=== Section Start ===

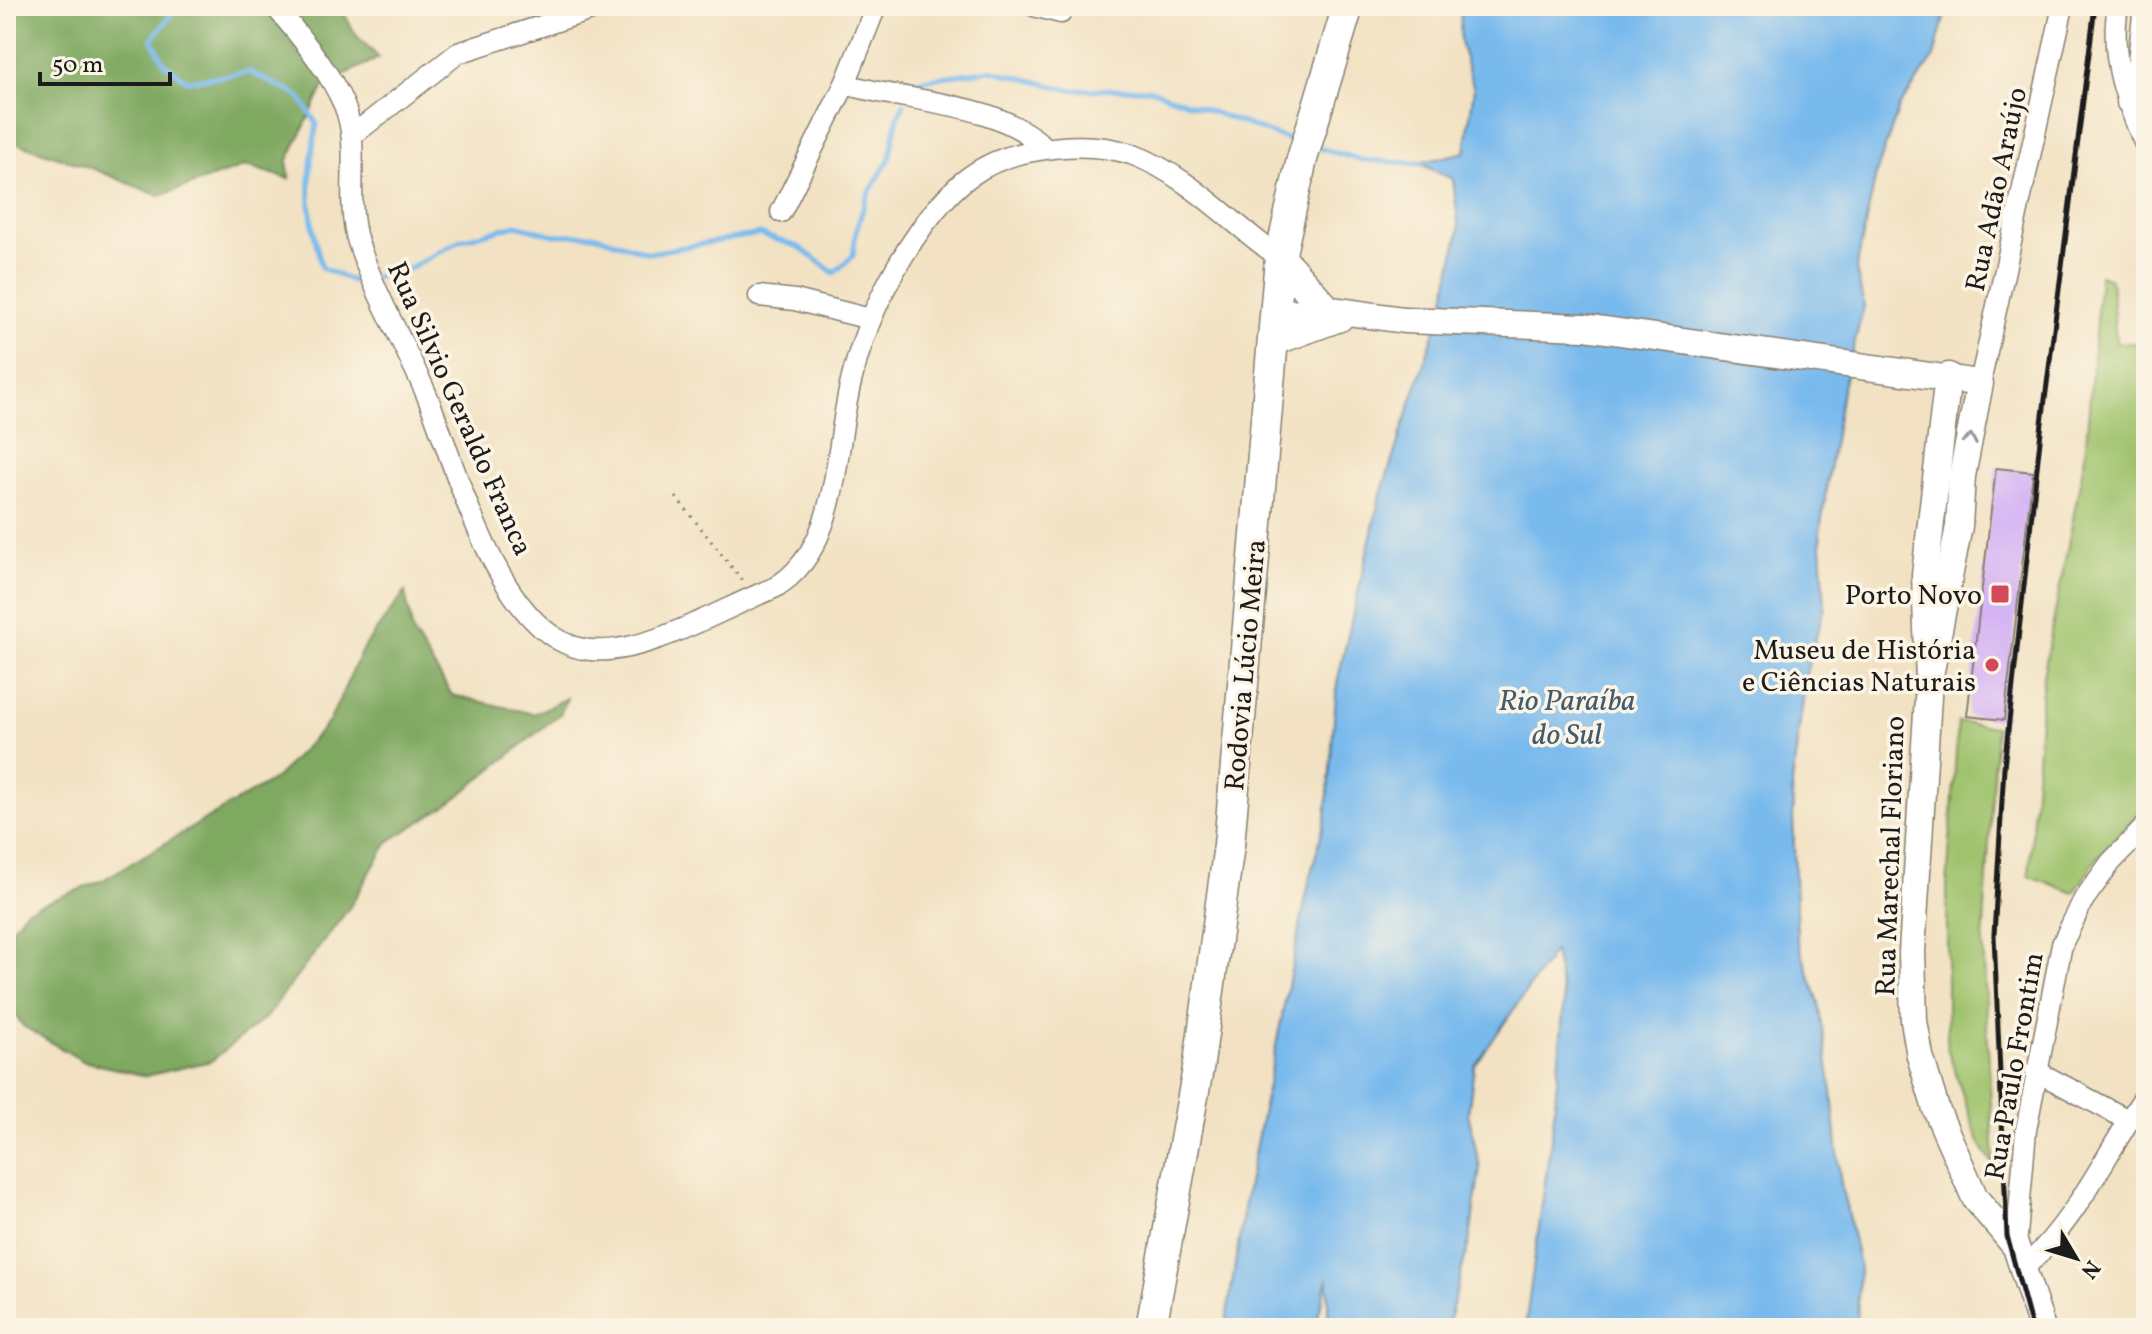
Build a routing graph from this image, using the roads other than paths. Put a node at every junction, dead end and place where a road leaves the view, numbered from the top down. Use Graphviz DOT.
graph roads {
  1 [pos="275,6"];
  2 [pos="603,6"];
  3 [pos="876,6"];
  4 [pos="1034,6"];
  5 [pos="1348,6"];
  6 [pos="2063,6"];
  7 [pos="2118,6"];
  8 [pos="2144,6"];
  9 [pos="1061,13"];
  10 [pos="845,84"];
  11 [pos="2127,103"];
  12 [pos="354,134"];
  13 [pos="2146,147"];
  14 [pos="1046,148"];
  15 [pos="781,212"];
  16 [pos="1280,258"];
  17 [pos="759,296"];
  18 [pos="1326,309"];
  19 [pos="1358,311"];
  20 [pos="870,319"];
  21 [pos="1274,329"];
  22 [pos="1948,376"];
  23 [pos="1980,383"];
  24 [pos="1951,474"];
  25 [pos="2146,826"];
  26 [pos="2036,1071"];
  27 [pos="2146,1094"];
  28 [pos="2128,1120"];
  29 [pos="2020,1258"];
  30 [pos="1151,1328"];
  31 [pos="2042,1328"];
  1 -- 12 [label="street"];
  2 -- 12 [label="street"];
  3 -- 10 [label="street"];
  4 -- 9 [label="street"];
  5 -- 16 [label="highway, Rodovia Lúcio Meira"];
  6 -- 23 [label="street, Rua Adão Araújo"];
  7 -- 11 [label="street"];
  8 -- 11 [label="street"];
  10 -- 14 [label="street"];
  10 -- 15 [label="street"];
  11 -- 13 [label="street"];
  12 -- 20 [label="street, Rua Silvio Geraldo Franca"];
  14 -- 16 [label="street, Rua Silvio Geraldo Franca"];
  14 -- 20 [label="street, Rua Silvio Geraldo Franca"];
  16 -- 18 [label="highway"];
  16 -- 21 [label="highway, Rodovia Lúcio Meira"];
  17 -- 20 [label="street"];
  18 -- 19 [label="main road"];
  18 -- 21 [label="main road"];
  19 -- 21 [label="main road"];
  19 -- 22 [label="main road"];
  21 -- 30 [label="highway, Rodovia Lúcio Meira"];
  22 -- 23 [label="main road"];
  22 -- 24 [label="main road"];
  24 -- 23 [label="main road, one-way"];
  24 -- 29 [label="main road, Rua Marechal Floriano"];
  25 -- 26 [label="street, Rua Paulo Frontim"];
  26 -- 28 [label="street"];
  26 -- 29 [label="street, Rua Paulo Frontim"];
  27 -- 28 [label="street"];
  28 -- 29 [label="street"];
  29 -- 31 [label="main road"];
}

=== Section End ===

- WHAT YOU NEED TO DO:
Lines that contain "Silvio" should be pulled from the entries above and reported.

- PROBLEM SOLUTION:
  12 -- 20 [label="street, Rua Silvio Geraldo Franca"];
  14 -- 16 [label="street, Rua Silvio Geraldo Franca"];
  14 -- 20 [label="street, Rua Silvio Geraldo Franca"];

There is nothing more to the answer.